Motor phenotype classification in moderate to advanced PD in BioFIND study

Lan Luo; Howard Andrews; Roy N. Alcalay; Fernanda Carvalho Poyraz; Amelia K. Boehme; Jennifer G. Goldman; Tao Xie; Paul Tuite; Claire Henchcliffe; Penelope Hogarth; Amy W. Amara; Samuel Frank; Margaret Sutherland; Catherine Kopil; Anna Naito; Un Jung Kang

doi:10.1016/j.parkreldis.2019.06.017

Motor phenotype classification in moderate to advanced PD in BioFIND study

Lan Luo^*, Howard Andrews, Roy N. Alcalay, Fernanda Carvalho Poyraz, Amelia K. Boehme, Jennifer G. Goldman, Tao Xie, Paul Tuite, Claire Henchcliffe, Penelope Hogarth, Amy W. Amara, Samuel Frank, Margaret Sutherland, Catherine Kopil, Anna Naito, Un Jung Kang

^*Corresponding author for this work

Physical Medicine and Rehabilitation

Research output: Contribution to journal › Article › peer-review

21 Scopus citations

Abstract

Background: Three motor phenotypes have been described in PD: postural instability and gait difficulty (PIGD) dominant, tremor-dominant (TD), and indeterminate (IND) subtype.
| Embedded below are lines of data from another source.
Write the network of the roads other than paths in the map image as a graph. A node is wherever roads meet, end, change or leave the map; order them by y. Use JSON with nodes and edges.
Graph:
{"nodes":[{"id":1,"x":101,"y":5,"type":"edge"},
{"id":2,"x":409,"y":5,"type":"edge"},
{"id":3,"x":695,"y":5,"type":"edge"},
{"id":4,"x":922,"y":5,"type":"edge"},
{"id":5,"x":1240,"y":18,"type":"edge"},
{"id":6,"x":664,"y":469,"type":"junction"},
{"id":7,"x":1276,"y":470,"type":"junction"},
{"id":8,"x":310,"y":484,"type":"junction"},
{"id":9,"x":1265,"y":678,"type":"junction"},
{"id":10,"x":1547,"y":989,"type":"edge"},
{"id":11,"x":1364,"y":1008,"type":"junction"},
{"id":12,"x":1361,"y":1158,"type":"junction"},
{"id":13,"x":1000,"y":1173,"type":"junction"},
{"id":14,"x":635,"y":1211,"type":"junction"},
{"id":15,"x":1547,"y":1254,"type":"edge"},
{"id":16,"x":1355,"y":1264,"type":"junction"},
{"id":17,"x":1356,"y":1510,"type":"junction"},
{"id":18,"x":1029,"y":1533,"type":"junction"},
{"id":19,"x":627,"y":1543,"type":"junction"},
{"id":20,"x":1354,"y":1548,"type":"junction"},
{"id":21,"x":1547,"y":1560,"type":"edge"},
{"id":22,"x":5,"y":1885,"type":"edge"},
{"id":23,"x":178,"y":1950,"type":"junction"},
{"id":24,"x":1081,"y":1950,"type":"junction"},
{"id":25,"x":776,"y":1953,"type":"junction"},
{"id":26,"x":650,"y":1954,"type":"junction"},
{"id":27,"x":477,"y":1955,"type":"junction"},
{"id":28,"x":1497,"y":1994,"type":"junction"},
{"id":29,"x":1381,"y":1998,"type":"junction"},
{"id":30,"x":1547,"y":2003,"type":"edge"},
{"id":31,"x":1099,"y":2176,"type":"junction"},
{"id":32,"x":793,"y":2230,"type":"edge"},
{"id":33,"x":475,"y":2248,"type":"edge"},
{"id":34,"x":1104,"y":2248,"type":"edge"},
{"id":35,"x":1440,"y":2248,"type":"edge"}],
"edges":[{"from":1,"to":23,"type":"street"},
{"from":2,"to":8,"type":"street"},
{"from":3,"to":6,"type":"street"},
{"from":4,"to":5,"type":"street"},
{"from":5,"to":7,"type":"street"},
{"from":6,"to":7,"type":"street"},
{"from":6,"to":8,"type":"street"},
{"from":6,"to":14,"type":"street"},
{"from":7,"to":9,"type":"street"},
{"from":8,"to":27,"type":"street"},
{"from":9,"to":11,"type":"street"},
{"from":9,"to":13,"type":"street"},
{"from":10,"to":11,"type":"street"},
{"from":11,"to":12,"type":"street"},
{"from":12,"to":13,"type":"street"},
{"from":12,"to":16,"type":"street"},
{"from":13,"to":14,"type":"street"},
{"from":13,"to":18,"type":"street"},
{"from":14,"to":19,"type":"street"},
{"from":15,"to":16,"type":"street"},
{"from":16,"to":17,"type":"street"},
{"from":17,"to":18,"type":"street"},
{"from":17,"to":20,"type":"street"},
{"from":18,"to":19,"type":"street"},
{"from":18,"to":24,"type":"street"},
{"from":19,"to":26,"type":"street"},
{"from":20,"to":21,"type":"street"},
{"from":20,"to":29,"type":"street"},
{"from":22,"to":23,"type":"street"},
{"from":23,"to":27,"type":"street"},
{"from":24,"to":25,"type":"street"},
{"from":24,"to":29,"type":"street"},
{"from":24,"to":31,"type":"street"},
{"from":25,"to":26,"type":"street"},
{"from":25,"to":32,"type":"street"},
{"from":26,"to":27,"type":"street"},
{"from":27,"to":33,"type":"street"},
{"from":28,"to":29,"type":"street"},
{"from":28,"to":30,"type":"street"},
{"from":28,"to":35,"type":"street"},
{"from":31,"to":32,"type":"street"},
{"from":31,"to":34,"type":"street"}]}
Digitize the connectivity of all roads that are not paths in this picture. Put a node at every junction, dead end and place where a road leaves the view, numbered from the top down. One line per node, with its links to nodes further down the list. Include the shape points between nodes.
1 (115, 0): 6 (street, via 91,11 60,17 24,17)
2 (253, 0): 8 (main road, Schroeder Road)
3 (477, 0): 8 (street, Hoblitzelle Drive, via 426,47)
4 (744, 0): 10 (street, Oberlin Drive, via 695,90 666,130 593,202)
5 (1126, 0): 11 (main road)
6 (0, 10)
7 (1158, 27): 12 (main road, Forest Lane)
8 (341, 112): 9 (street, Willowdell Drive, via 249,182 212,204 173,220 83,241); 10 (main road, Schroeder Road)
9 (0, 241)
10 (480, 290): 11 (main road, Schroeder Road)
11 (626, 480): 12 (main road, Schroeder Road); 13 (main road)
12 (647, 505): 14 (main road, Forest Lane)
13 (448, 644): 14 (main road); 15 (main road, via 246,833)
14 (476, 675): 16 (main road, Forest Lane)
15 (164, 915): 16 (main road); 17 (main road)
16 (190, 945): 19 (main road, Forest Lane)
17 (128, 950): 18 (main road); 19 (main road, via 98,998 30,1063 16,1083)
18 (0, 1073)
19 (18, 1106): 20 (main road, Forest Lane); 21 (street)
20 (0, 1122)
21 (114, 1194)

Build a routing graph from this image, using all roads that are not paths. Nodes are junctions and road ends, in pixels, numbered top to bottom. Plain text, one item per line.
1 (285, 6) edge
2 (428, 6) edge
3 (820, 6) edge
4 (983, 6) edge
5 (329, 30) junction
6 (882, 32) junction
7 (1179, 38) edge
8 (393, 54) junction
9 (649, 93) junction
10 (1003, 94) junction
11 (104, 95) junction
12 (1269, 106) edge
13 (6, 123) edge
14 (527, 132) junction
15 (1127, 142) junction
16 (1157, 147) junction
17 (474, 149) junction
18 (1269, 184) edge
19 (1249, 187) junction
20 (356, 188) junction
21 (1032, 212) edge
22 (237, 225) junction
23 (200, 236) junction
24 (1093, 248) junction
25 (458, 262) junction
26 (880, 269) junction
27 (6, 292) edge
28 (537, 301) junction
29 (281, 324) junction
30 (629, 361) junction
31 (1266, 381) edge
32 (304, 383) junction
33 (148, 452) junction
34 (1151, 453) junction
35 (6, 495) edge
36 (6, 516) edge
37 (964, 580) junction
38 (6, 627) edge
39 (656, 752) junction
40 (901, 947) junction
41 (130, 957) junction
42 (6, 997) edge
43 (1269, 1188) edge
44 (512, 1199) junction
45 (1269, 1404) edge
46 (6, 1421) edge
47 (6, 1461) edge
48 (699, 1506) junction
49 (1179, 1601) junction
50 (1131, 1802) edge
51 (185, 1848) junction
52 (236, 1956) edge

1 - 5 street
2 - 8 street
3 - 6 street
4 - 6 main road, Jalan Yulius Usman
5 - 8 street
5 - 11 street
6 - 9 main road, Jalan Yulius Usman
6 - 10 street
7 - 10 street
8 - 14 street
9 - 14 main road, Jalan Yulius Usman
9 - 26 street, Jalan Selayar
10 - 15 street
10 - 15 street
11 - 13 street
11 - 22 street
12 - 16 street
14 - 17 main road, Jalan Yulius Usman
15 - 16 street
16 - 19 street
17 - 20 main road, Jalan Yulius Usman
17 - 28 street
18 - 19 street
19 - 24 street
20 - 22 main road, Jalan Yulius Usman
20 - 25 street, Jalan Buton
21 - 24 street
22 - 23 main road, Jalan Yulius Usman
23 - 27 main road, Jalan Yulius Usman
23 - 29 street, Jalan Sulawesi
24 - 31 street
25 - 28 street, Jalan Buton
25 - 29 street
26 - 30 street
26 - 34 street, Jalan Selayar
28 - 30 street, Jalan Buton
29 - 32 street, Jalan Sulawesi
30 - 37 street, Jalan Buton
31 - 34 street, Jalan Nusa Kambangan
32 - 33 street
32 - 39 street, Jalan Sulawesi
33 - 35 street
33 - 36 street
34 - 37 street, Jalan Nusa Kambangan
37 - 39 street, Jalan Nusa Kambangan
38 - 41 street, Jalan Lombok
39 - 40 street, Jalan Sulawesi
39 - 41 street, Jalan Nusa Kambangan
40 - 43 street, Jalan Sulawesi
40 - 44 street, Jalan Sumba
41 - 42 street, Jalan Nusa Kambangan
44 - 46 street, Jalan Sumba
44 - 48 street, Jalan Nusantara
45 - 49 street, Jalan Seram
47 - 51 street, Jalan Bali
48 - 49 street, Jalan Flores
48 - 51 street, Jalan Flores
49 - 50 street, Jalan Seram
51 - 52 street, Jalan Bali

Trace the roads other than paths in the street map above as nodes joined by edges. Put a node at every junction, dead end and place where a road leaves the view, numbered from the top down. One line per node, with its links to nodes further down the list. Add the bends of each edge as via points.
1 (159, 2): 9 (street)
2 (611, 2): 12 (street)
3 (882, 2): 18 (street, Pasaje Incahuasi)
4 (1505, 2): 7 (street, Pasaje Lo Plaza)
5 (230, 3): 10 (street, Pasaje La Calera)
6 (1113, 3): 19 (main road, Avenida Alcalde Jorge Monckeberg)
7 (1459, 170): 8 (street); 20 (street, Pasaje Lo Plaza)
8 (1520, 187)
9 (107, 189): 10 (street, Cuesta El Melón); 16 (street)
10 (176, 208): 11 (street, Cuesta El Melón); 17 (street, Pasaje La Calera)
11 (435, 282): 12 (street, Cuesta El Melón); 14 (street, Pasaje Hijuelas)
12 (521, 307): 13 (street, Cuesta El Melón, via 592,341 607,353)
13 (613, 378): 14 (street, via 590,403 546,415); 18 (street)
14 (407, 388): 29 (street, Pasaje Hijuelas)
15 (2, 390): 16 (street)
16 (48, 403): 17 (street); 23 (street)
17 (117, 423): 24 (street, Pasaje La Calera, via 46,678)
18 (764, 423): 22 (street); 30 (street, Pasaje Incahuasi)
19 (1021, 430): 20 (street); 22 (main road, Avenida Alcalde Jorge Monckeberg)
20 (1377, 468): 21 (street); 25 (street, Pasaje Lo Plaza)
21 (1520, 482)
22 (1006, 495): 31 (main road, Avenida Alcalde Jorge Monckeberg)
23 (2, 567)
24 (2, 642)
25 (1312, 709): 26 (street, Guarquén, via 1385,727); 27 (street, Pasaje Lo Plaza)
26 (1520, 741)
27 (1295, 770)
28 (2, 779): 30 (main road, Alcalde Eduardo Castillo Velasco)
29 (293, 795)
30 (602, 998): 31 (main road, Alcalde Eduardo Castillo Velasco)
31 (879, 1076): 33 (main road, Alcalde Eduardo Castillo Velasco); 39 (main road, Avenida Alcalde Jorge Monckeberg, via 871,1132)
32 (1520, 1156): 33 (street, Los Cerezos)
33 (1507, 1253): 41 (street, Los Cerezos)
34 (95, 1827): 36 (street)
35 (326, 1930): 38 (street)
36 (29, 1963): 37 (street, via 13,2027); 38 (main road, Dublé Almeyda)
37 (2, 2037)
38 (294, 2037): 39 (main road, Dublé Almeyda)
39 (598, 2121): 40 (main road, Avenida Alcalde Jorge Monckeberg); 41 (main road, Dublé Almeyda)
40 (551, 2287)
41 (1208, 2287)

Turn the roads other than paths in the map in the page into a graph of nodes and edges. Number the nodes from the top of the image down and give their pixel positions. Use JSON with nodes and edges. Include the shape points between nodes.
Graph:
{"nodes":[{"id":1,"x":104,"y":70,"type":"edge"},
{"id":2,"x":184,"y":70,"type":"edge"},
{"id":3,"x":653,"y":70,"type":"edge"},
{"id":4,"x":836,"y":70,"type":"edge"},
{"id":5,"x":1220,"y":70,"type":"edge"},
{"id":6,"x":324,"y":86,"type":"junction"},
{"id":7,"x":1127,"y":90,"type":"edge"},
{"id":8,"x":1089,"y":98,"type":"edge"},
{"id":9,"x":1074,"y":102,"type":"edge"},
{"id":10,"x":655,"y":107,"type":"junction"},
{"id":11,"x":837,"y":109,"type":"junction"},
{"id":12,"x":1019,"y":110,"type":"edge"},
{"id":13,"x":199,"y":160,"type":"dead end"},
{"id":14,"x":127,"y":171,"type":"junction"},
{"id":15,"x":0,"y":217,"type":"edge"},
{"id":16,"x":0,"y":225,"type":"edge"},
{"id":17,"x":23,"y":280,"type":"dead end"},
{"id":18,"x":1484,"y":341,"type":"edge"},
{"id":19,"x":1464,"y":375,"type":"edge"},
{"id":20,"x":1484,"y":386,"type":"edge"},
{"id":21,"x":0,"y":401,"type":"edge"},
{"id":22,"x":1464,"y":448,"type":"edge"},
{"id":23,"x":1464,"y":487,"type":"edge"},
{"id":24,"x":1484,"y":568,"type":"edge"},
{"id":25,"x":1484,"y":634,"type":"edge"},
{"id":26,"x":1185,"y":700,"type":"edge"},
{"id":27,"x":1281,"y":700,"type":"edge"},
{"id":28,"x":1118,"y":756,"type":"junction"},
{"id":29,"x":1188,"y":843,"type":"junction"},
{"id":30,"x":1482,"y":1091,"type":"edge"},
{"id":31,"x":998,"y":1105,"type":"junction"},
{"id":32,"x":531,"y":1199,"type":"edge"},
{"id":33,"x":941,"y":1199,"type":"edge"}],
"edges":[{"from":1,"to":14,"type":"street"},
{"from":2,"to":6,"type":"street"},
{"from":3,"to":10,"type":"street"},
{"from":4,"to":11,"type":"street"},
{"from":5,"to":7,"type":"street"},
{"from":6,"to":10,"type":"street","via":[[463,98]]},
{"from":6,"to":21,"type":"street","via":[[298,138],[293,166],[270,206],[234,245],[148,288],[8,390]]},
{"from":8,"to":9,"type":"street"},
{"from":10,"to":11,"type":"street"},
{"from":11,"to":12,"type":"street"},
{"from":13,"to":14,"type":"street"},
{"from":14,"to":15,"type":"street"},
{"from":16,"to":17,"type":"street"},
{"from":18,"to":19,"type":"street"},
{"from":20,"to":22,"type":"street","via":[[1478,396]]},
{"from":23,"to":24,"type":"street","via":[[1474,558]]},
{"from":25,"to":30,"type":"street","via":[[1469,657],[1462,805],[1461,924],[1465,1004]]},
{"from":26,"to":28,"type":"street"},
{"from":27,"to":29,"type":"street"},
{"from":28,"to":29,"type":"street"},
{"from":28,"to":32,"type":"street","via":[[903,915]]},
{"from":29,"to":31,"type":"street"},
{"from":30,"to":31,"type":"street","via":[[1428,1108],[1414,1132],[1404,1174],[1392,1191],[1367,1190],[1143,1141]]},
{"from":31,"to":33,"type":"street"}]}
These phenotypes have been associated with different cognitive trajectories, motor outcomes, and biomarkers profiles. However, whether motor subtype classifications change with treatment and disease progression is not well established. Methods: To evaluate motor subtype ratio changes, we used the chi-square test for the off and on state motor subtypes for 115 PD participants in the BioFIND study and used repeated-measures analyses to evaluate longitudinal changes in 162 PD participants with five-year follow-up in the PPMI study. Results: PIGD and TD subtypes in moderate to advanced PD participants change with dopaminergic agents. For those who shifted subtypes, improvement in tremor accounted for the transition of 15 (25.4%) TD participants, while the lack of tremor improvement along with minimal changes in PIGD score resulted in changes for eight (19.0%) PIGD individuals. Analyses of PPMI data revealed that all three subgroups had a significant decrease in subtype ratio with disease progression and a significant decline in subtype ratio occurred only in the TD subgroup with dopaminergic agents. The impact of dopaminergic medication effect on subtype shift for each visit was also more notable with disease advancement. Conclusions: Motor subtypes are not fixed but change with progression of the disease and with treatment. Improvement in tremor was the main contributor to motor phenotype transitions in the BioFIND cohort. A more stable classification system for subtypes based on underlying biological differences is desirable.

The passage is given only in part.